* _Data shown_
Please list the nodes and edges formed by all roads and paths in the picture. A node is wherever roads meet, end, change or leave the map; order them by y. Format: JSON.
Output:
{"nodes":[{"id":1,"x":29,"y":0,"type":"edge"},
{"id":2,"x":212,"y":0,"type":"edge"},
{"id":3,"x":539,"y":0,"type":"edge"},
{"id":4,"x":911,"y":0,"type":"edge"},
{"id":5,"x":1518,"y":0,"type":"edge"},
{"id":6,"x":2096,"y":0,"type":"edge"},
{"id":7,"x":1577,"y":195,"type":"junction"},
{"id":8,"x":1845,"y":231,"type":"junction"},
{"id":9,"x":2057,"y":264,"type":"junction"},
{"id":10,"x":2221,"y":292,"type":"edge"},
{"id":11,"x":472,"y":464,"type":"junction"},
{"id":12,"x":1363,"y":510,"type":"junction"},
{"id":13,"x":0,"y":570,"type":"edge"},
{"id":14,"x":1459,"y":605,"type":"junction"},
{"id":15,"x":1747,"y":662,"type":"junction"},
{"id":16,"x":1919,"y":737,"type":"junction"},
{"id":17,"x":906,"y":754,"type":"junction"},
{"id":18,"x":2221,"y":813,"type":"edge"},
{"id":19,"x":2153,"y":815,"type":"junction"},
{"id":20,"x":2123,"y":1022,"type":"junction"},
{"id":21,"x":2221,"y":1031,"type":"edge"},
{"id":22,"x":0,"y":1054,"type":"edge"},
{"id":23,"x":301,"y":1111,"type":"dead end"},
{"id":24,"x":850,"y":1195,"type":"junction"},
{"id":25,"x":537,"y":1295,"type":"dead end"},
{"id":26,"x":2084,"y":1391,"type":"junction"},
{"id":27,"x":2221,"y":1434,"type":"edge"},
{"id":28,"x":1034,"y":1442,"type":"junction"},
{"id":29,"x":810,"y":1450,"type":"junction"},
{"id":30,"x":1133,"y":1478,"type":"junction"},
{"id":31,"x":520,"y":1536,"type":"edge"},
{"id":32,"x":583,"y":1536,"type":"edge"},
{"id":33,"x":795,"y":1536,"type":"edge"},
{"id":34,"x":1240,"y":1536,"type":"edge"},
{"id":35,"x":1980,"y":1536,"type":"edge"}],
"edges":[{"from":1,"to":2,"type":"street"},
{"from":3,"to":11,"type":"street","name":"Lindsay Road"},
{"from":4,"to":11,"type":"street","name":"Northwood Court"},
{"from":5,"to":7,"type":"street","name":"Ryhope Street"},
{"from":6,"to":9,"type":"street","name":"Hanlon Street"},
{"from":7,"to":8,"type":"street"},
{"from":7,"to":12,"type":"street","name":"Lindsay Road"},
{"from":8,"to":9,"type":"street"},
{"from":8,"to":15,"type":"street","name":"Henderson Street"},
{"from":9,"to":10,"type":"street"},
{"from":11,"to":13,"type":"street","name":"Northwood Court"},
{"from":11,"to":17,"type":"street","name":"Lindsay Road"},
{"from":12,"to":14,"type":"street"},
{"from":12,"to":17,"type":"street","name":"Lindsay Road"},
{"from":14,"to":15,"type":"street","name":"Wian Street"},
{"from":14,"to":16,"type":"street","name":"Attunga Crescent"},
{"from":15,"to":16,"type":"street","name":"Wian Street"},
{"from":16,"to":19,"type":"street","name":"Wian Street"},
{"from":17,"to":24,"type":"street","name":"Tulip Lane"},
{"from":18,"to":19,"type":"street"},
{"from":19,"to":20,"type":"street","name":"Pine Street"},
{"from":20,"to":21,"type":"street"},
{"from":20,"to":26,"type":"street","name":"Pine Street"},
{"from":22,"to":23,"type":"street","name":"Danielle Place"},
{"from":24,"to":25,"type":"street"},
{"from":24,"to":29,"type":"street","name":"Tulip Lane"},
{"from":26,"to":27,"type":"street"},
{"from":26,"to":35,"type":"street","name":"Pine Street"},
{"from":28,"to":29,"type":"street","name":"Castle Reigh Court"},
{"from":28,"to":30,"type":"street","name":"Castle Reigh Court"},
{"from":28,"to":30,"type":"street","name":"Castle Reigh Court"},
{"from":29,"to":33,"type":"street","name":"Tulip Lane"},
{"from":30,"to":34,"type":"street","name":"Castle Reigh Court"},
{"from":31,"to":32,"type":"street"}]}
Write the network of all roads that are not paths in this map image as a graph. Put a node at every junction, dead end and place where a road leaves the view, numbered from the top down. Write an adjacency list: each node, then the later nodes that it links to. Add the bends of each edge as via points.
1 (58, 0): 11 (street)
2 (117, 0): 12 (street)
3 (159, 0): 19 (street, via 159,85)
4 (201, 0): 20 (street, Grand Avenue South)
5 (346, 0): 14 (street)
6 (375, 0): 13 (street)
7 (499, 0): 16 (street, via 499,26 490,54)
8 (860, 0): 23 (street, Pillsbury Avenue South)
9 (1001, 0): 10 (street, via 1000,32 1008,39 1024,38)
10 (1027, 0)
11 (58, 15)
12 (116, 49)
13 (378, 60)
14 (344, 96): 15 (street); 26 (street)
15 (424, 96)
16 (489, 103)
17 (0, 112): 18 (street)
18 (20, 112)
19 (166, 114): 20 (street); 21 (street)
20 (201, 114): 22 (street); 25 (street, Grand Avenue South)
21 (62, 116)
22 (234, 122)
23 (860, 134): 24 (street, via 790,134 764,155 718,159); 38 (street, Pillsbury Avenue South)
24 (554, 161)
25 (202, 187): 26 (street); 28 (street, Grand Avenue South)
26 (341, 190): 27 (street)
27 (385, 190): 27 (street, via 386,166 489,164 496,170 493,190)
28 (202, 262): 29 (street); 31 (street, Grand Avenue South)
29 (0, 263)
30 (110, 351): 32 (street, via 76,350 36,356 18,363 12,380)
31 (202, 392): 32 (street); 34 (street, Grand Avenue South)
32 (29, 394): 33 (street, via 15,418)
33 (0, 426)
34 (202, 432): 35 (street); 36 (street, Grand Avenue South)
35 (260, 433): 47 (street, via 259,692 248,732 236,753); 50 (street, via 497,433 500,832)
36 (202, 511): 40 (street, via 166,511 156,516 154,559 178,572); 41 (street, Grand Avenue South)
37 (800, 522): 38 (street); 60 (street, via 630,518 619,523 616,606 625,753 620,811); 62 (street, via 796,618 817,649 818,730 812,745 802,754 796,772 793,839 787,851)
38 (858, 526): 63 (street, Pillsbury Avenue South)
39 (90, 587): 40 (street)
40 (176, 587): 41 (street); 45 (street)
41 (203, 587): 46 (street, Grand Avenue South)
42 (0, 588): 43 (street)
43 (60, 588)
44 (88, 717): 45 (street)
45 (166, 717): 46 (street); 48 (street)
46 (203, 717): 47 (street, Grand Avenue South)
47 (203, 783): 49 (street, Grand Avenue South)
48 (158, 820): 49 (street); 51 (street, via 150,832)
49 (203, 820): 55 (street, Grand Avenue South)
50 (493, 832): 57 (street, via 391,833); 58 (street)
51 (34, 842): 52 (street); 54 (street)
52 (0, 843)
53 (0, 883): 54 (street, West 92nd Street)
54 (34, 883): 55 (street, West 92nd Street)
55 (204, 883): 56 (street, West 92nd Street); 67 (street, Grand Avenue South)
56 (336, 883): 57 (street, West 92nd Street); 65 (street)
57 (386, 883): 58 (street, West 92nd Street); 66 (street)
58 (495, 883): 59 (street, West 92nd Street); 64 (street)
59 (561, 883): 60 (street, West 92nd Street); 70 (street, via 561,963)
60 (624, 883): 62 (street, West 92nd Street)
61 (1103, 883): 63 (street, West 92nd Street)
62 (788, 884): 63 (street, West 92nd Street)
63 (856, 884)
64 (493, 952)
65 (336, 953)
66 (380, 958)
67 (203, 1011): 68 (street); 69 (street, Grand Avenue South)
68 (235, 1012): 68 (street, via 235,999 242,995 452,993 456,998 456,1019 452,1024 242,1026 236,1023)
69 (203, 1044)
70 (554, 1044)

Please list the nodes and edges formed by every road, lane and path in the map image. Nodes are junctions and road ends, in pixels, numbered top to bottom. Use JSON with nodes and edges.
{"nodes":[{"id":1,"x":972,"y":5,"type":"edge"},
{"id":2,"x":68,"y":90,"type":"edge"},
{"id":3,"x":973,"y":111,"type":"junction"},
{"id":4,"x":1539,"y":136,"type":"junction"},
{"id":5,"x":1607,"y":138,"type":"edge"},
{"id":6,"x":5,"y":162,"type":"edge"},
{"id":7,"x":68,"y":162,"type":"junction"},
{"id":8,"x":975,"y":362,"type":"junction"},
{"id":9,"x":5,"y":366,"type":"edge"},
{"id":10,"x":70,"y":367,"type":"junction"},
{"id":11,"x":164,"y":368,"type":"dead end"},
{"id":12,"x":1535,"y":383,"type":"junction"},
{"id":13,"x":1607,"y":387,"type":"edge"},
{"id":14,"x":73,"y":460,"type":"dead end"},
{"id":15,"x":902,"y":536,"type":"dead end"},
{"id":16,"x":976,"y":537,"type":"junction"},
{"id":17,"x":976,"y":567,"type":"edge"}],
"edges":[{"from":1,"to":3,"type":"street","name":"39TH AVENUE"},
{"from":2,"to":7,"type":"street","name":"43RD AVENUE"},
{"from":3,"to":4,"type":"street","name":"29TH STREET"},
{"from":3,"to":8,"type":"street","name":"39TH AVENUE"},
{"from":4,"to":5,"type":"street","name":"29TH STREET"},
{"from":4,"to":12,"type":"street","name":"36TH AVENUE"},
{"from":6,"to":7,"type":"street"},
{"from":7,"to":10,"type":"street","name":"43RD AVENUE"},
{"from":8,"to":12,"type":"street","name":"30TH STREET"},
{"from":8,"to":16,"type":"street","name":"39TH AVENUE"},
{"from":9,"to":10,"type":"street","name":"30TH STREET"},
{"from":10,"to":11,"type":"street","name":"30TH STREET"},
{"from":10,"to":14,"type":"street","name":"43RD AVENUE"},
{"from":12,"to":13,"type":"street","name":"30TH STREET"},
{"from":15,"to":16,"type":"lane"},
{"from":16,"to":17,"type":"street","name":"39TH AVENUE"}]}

* _Aim of the task_
Look for "Pillsbury" in each line of the material, then copy the lines where it is found.

* _Output of the exercise_
8 (860, 0): 23 (street, Pillsbury Avenue South)
23 (860, 134): 24 (street, via 790,134 764,155 718,159); 38 (street, Pillsbury Avenue South)
38 (858, 526): 63 (street, Pillsbury Avenue South)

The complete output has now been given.